Schlaflos in Oslo

Dieses Gefühl der Leere. Zu sagen es wäre neu wäre eine Lüge. Als ob einem der ganze Brustkorb rausgerissen worden wäre aber man aus irgendeinem Grund trotzdem weiterleben würde. Aber dieses Mal fühlt es sich an, als würde das Ganze auf einer Ebene ablaufen auf der es noch nie ablief.
Craig Ferguson ist wieder da. Eine Flasche acht Jahre alten Bell’s Blended Scotch Whisky. Das alles macht es etwas erträglicher. Die Zwiespältigkeit dieses Lebens. Manches ist so wunderbar, vieles ist so unerträglich. Nimm mich mit, ich habe noch nie das Meer gesehen.
¿Qué tal? Tausend Glassplitter liegen auf meinen Tasten, und ich tippe trotzdem. Ich habe kein Blut mehr. Das mit der seltenen Krankheit. Wilson hat Recht, Nummer 13 ist echt süß.
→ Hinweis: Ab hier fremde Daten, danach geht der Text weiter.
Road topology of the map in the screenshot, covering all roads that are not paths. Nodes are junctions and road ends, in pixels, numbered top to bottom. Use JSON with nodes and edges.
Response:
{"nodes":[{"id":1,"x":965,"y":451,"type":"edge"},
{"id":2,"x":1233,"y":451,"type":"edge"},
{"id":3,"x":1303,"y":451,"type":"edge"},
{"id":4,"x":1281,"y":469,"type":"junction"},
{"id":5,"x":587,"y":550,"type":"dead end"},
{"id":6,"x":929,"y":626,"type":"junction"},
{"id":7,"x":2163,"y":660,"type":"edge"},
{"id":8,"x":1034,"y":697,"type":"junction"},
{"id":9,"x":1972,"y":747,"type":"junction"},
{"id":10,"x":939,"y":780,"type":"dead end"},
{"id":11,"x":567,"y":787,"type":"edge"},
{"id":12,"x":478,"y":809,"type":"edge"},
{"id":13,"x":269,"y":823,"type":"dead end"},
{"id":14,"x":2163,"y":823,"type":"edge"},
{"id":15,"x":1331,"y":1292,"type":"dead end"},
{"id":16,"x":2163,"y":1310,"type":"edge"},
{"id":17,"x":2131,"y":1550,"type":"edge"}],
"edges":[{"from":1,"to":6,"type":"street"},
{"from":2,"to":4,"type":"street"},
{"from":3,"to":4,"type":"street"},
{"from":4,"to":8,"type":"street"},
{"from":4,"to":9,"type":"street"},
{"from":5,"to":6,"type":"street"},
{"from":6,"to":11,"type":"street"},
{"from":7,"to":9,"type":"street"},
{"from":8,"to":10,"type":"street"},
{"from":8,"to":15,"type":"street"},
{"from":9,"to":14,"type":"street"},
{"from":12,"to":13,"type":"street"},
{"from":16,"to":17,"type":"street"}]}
Ich habe vor kurzem dieses Mädchen kennengelernt. S. Das Universum hat Humor. Mein ganzes Leben schon verfolgt mich dieser Name, und seit Monaten scheinen alle Mädchen die ich kennenlerne diesen Namen zu tragen – mal mit, mal ohne ‘h’ am Ende. Alle ausser J. Aber das ist wieder so eine typische da-ist-was-aber-da-wird-einfach-nichts-draus Sache. Trotz des doch sehr surrealen Anfangs (den ich nie begreifen werde, aber begreifbar ist er auch gar nicht). Doch dann immer mal wieder gibt es Momente wie letzte Woche, wenn sie vor mir steht und lächelt. In Wahrheit will ich gar nicht. Niemand sagte, das Leben würde einfach werden. Aber es hat auch niemand davor gewarnt.
L. sagt, Glasgower seien alle Zyniker. Kann sein. Ich finde es bloß cool, dass er es ist. Zwei Menschen, die die Perversionen des Leben erkannt haben. Zusammen mit D. verbreiten wir gute Laune wir drei. Weil uns egal ist, was andere denken. Dafür ist das Leben zu kurz.
Herr Doktor, verschreiben sie mir doch bitte einfach ein paar Kilo Prozac. Ich mag nicht länger hier liegen.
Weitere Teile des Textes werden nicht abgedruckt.